= Activity =
Answer with a single number: how many lines in the listing below include "SAINT"?

= Data to examine =
Content starts
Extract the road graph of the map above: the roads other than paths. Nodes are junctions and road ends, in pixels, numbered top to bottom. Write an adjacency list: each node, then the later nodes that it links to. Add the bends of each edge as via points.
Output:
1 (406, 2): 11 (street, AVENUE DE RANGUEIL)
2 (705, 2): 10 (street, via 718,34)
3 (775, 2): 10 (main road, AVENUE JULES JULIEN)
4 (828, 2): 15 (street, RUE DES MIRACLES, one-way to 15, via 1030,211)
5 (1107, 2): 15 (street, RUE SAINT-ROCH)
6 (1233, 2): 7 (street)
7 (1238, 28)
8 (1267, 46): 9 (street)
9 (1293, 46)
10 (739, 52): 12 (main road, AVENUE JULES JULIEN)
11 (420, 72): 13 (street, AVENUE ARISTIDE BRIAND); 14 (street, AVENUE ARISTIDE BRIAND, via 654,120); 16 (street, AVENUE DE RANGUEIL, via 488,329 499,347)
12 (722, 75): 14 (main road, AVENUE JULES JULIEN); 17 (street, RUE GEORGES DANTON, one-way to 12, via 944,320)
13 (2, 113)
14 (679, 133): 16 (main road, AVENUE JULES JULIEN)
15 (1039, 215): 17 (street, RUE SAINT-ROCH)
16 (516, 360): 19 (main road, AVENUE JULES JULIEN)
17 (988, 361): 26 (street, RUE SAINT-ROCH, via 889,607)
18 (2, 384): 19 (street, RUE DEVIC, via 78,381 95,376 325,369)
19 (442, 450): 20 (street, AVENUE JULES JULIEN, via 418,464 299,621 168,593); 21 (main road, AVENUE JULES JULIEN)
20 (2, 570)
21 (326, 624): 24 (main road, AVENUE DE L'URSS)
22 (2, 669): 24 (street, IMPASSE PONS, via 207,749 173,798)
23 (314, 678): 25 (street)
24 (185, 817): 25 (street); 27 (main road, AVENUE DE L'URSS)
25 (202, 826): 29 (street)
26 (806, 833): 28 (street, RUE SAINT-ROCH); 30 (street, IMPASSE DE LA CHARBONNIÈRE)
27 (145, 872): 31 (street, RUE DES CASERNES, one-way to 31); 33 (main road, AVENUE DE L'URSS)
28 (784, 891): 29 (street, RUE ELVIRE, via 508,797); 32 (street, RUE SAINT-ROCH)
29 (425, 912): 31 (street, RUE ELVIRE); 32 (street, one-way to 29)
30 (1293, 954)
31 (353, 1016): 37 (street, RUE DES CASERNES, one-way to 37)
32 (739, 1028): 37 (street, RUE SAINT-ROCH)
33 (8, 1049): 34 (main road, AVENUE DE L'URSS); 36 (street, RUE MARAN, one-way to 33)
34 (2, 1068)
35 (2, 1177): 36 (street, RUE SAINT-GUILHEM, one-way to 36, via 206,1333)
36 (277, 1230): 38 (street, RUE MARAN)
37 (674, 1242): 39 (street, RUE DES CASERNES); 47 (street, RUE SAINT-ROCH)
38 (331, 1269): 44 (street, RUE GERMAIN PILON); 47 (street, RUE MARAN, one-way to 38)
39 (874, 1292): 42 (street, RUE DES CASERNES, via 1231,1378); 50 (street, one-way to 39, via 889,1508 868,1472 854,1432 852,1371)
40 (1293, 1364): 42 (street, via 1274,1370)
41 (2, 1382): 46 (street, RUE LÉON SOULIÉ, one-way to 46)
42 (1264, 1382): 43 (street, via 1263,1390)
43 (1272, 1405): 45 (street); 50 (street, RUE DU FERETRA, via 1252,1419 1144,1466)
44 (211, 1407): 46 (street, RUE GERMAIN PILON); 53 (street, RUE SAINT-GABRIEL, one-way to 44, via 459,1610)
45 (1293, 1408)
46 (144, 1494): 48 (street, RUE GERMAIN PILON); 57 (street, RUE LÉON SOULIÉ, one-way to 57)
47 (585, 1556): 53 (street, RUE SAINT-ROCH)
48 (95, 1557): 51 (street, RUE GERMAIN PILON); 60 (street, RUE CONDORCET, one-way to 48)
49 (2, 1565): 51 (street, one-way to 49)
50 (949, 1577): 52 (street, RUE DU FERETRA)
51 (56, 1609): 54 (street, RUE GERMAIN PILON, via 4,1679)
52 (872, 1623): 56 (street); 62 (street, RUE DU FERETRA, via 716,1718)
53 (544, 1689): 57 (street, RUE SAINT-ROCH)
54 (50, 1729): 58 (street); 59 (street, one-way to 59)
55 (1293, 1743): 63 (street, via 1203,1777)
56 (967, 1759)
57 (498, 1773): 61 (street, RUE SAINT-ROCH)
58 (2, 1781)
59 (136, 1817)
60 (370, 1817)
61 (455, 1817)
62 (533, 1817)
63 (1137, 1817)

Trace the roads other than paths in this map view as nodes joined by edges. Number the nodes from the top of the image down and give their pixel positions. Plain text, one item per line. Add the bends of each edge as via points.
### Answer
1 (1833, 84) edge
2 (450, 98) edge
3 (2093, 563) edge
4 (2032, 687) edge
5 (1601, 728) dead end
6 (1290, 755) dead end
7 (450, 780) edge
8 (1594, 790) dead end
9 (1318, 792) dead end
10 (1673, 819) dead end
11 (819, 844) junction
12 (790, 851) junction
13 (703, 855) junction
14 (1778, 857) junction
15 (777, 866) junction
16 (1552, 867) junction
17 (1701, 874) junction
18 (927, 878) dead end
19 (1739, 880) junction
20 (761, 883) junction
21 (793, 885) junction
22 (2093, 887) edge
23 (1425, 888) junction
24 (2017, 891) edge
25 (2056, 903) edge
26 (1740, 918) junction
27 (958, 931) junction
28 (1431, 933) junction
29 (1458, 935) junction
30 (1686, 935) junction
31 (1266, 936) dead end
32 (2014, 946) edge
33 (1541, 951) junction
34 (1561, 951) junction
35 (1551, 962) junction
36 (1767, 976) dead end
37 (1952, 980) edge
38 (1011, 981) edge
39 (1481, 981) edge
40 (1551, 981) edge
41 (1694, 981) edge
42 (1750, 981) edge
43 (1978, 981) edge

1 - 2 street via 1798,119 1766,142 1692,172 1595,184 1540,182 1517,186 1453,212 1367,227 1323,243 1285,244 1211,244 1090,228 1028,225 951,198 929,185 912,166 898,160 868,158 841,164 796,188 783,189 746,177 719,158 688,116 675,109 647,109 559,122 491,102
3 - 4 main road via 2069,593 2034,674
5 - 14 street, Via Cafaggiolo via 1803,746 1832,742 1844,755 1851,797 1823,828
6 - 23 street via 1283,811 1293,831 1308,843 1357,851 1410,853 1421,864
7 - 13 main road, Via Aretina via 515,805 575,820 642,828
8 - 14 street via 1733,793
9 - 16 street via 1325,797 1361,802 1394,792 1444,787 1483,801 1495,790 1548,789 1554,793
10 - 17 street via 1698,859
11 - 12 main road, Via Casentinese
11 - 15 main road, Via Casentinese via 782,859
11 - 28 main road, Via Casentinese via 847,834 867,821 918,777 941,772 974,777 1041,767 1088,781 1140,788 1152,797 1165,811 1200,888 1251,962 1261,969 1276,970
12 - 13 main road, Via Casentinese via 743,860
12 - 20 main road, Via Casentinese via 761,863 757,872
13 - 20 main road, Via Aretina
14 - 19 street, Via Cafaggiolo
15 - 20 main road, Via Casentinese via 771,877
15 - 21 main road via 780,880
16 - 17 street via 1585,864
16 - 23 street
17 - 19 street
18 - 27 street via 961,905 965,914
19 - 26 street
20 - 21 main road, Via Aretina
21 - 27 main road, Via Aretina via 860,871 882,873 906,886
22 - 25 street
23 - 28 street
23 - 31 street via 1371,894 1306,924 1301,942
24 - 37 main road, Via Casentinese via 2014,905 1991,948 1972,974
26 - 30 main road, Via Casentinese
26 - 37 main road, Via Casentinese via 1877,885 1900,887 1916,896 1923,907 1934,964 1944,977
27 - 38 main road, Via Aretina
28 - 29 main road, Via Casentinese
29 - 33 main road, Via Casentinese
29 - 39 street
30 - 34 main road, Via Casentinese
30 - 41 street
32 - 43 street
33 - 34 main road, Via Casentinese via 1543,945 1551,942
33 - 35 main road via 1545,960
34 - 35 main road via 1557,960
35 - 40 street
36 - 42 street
Content ends
= Your solution =
12